+++ LISTED RECORDS +++

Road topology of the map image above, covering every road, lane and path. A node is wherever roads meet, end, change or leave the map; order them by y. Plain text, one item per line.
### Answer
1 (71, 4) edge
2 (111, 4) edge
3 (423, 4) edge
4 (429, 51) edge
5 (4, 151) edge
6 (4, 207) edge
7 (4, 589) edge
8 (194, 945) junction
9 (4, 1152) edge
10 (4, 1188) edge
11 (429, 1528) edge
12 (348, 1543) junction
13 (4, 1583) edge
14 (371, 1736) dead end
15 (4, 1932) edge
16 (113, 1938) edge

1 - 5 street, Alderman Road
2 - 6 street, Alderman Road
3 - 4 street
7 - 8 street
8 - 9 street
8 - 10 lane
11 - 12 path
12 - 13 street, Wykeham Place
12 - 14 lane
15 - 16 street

+++
+++ LISTED RECORDS +++

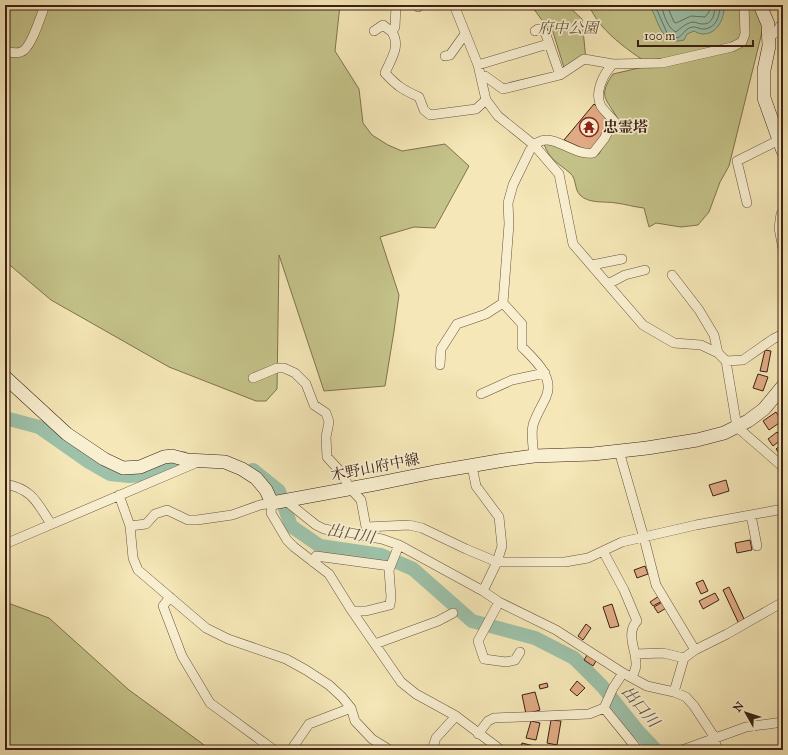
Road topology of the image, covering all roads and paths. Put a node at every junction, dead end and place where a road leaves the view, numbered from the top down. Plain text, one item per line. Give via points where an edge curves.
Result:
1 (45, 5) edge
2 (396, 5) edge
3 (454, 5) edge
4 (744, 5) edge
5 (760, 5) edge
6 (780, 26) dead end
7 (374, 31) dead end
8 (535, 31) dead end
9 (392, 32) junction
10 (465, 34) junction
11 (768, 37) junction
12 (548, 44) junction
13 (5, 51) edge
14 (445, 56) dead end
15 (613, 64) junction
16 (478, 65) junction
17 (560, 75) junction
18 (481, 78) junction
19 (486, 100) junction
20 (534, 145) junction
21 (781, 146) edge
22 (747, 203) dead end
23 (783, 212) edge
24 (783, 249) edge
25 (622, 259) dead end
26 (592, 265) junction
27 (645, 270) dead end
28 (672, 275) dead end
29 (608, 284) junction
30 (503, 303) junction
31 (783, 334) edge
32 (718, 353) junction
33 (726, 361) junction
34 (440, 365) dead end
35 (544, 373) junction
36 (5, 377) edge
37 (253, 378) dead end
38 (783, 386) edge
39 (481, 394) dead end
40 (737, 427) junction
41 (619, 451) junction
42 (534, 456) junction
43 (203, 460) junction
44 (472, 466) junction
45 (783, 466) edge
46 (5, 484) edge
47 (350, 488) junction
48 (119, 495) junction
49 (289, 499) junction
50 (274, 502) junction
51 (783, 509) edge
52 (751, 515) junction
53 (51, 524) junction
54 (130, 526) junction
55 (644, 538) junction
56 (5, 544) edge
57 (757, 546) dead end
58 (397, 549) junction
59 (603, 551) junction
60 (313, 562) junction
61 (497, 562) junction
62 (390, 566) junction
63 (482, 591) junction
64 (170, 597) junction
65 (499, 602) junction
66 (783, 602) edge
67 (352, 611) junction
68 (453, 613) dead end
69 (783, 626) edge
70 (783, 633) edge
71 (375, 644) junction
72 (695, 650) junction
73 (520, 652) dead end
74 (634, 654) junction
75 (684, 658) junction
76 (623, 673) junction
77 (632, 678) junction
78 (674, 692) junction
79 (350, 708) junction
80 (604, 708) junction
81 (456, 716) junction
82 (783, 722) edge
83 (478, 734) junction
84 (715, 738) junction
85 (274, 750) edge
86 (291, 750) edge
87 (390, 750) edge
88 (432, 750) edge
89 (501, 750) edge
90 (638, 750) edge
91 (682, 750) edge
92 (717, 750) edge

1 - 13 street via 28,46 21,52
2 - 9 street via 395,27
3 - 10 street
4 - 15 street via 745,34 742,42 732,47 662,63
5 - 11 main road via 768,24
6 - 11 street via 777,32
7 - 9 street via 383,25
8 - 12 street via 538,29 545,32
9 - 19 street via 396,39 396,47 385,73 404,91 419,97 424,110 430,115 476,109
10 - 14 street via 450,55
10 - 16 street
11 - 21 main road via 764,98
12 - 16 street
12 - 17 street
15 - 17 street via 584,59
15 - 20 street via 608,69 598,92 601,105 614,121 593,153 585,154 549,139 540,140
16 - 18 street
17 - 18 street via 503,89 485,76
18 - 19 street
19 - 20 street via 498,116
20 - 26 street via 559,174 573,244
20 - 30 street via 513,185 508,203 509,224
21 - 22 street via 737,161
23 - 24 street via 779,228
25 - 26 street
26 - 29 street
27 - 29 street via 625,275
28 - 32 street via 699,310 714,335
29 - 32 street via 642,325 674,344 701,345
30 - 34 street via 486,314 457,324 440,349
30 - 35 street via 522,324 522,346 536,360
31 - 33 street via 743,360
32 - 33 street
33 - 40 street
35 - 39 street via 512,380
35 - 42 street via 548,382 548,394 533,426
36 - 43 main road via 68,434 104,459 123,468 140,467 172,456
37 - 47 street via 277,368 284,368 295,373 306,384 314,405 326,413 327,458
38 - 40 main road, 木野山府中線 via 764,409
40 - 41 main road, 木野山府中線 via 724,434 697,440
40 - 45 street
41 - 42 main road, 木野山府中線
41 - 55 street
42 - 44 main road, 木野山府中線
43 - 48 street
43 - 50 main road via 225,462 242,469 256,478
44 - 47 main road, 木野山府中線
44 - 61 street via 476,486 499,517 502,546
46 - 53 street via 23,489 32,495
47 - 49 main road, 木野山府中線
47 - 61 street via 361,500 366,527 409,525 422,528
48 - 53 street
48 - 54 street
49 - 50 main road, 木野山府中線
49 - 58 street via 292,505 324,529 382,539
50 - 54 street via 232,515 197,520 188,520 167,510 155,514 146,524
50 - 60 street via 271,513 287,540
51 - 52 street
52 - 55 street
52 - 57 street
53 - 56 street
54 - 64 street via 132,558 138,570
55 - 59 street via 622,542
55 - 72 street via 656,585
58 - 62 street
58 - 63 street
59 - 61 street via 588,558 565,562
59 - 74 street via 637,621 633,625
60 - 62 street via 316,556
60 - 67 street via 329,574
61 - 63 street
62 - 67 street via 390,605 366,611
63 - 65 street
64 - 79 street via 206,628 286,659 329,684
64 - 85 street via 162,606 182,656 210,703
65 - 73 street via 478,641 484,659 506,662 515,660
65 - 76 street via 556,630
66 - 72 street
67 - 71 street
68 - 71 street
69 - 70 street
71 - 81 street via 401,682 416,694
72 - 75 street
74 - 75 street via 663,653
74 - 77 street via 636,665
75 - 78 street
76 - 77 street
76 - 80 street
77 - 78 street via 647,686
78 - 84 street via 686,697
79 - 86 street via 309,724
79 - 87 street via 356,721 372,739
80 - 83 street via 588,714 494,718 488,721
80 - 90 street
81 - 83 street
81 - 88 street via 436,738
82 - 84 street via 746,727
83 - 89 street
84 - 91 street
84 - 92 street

+++

AIM OF THE EXERCISE: Looking at the entries above, state the number of lines that contain "every" and add nothing more.

EXERCISE ANSWER: 2